___ Data excerpts ___

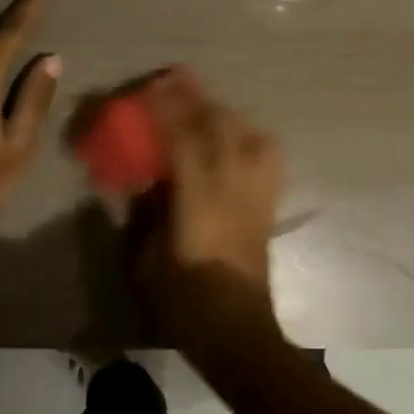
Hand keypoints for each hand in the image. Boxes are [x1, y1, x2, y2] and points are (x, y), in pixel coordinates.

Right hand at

___
___ Data excerpts ___

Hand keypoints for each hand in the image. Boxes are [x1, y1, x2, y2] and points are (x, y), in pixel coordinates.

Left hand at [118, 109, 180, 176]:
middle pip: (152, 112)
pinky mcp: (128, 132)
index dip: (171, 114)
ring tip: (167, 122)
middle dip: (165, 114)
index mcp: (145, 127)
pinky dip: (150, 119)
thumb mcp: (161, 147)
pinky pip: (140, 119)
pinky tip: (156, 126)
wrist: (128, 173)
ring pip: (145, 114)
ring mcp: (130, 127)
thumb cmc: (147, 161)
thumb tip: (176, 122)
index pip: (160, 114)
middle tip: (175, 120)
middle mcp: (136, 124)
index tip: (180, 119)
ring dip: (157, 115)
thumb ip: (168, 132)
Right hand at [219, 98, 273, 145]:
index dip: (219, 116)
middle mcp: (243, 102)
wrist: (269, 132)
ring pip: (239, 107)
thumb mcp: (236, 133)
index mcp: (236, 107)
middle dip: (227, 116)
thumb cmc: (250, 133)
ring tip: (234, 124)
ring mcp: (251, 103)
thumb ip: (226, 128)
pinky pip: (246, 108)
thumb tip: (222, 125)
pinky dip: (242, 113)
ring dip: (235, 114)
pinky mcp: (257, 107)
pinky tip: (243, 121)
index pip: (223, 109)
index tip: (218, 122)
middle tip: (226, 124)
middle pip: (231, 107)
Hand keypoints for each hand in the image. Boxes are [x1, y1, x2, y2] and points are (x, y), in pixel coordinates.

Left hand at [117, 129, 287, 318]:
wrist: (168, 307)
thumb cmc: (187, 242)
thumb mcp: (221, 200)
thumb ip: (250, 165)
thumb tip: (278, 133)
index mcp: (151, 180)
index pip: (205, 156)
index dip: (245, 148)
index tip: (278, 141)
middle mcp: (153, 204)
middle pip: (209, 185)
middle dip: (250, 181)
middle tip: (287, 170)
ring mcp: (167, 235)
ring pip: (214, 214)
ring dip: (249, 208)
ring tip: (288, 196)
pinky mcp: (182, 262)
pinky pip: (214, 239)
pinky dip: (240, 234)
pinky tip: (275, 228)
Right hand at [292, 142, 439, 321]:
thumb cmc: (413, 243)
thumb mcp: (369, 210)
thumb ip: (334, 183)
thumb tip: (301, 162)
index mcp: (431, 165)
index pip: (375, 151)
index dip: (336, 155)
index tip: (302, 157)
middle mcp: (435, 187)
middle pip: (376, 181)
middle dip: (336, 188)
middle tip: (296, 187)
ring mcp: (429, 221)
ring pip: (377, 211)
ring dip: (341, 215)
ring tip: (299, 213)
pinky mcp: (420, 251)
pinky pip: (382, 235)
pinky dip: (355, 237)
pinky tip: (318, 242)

___

What you need to do. Restate word for word the entries above from the line with "thumb cmc: (147, 161)" through the line with "pinky mcp: (257, 107)", inclusive, leaving out everything else.

Solution.
thumb cmc: (147, 161)
thumb tip: (176, 122)
index pip: (160, 114)
middle tip: (175, 120)
middle mcp: (136, 124)
index tip: (180, 119)
ring dip: (157, 115)
thumb ip: (168, 132)
Right hand at [219, 98, 273, 145]:
index dip: (219, 116)
middle mcp: (243, 102)
wrist: (269, 132)
ring pip: (239, 107)
thumb mcp: (236, 133)
index mcp: (236, 107)
middle dip: (227, 116)
thumb cmc: (250, 133)
ring tip: (234, 124)
ring mcp: (251, 103)
thumb ip: (226, 128)
pinky pip: (246, 108)
thumb tip: (222, 125)
pinky dip: (242, 113)
ring dip: (235, 114)
pinky mcp: (257, 107)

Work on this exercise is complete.